**Source material**.
---

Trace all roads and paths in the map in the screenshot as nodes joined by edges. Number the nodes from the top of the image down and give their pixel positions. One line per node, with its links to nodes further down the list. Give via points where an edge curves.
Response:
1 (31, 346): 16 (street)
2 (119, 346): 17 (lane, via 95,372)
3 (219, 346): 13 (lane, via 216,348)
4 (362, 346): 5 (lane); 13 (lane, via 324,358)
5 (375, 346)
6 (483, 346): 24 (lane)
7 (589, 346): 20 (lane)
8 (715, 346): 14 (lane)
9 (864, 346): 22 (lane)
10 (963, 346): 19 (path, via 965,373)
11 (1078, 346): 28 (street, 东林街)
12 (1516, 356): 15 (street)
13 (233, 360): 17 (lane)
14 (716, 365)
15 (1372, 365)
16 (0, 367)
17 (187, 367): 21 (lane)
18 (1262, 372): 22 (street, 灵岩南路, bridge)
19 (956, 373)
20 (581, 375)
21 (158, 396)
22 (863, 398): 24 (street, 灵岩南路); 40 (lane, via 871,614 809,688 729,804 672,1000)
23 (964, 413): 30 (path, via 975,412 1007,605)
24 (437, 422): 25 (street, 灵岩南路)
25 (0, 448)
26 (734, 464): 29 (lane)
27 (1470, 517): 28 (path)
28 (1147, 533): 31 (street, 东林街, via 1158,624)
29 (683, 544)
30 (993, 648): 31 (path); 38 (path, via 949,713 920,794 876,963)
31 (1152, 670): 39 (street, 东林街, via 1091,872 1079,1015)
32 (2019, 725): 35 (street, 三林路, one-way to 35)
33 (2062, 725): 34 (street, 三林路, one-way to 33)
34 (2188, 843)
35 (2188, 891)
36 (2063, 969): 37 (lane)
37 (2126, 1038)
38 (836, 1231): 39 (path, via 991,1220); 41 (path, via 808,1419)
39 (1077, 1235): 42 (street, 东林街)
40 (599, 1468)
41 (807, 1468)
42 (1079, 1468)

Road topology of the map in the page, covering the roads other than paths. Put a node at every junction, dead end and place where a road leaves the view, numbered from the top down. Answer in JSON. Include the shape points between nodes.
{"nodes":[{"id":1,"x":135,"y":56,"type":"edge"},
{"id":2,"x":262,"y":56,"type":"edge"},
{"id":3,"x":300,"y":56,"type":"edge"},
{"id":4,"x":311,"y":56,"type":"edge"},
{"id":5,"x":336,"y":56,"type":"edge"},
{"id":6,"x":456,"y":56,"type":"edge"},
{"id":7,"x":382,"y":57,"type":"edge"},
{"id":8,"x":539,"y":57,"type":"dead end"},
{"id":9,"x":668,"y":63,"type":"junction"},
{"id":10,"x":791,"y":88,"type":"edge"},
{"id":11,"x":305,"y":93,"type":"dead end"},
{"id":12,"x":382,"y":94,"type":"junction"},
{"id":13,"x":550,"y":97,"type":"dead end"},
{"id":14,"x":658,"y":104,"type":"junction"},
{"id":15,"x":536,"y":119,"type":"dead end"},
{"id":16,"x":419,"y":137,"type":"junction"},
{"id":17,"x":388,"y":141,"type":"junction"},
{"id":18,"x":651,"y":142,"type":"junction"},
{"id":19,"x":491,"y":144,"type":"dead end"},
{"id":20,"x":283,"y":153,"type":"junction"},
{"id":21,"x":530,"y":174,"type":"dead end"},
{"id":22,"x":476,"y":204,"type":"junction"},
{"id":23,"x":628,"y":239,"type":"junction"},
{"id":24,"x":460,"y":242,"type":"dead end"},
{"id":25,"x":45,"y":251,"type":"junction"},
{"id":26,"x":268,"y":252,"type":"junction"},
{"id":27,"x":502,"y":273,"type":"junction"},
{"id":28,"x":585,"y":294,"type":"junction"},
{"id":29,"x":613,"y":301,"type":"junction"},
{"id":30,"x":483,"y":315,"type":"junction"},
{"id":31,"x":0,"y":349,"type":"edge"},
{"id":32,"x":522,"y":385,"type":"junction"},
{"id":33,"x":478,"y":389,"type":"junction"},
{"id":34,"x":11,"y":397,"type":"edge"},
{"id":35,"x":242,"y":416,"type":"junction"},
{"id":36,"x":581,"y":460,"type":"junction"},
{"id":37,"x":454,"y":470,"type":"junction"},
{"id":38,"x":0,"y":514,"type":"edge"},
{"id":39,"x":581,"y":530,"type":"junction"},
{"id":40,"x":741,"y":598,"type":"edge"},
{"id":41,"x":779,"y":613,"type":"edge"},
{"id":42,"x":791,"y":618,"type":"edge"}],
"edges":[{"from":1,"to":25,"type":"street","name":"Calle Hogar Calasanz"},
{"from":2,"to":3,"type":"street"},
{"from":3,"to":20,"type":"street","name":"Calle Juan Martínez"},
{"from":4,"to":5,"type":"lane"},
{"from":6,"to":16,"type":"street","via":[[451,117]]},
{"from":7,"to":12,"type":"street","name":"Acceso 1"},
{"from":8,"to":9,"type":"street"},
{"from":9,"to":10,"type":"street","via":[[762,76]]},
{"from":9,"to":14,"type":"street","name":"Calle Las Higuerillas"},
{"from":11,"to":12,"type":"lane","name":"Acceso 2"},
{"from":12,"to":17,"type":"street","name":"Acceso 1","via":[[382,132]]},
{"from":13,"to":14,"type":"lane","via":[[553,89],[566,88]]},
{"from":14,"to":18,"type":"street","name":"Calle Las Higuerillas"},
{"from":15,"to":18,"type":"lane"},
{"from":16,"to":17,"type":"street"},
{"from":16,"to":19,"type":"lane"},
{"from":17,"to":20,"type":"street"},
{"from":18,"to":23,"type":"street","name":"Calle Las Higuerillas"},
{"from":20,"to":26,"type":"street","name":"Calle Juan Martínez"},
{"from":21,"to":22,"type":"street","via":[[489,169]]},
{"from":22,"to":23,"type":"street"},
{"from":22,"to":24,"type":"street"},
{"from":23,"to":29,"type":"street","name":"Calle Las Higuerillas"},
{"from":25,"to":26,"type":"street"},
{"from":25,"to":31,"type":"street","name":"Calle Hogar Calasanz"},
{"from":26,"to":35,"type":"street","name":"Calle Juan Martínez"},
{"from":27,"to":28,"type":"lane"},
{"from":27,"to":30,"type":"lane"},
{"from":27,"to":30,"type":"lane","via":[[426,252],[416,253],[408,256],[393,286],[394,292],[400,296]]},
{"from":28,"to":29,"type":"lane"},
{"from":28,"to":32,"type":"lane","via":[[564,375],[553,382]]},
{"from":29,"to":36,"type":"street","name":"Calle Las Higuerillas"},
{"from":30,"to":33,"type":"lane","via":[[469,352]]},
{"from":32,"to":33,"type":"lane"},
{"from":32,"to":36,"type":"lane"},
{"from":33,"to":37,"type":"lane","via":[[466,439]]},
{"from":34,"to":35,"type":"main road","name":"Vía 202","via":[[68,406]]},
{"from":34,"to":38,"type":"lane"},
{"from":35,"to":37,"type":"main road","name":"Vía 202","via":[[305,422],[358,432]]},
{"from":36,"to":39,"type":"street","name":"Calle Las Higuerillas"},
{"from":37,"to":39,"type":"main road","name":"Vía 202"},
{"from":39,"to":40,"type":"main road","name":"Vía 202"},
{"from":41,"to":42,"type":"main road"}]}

---

Collect every line from the records above that contains the word "Hogar".

**Output**.
"edges":[{"from":1,"to":25,"type":"street","name":"Calle Hogar Calasanz"},
{"from":25,"to":31,"type":"street","name":"Calle Hogar Calasanz"},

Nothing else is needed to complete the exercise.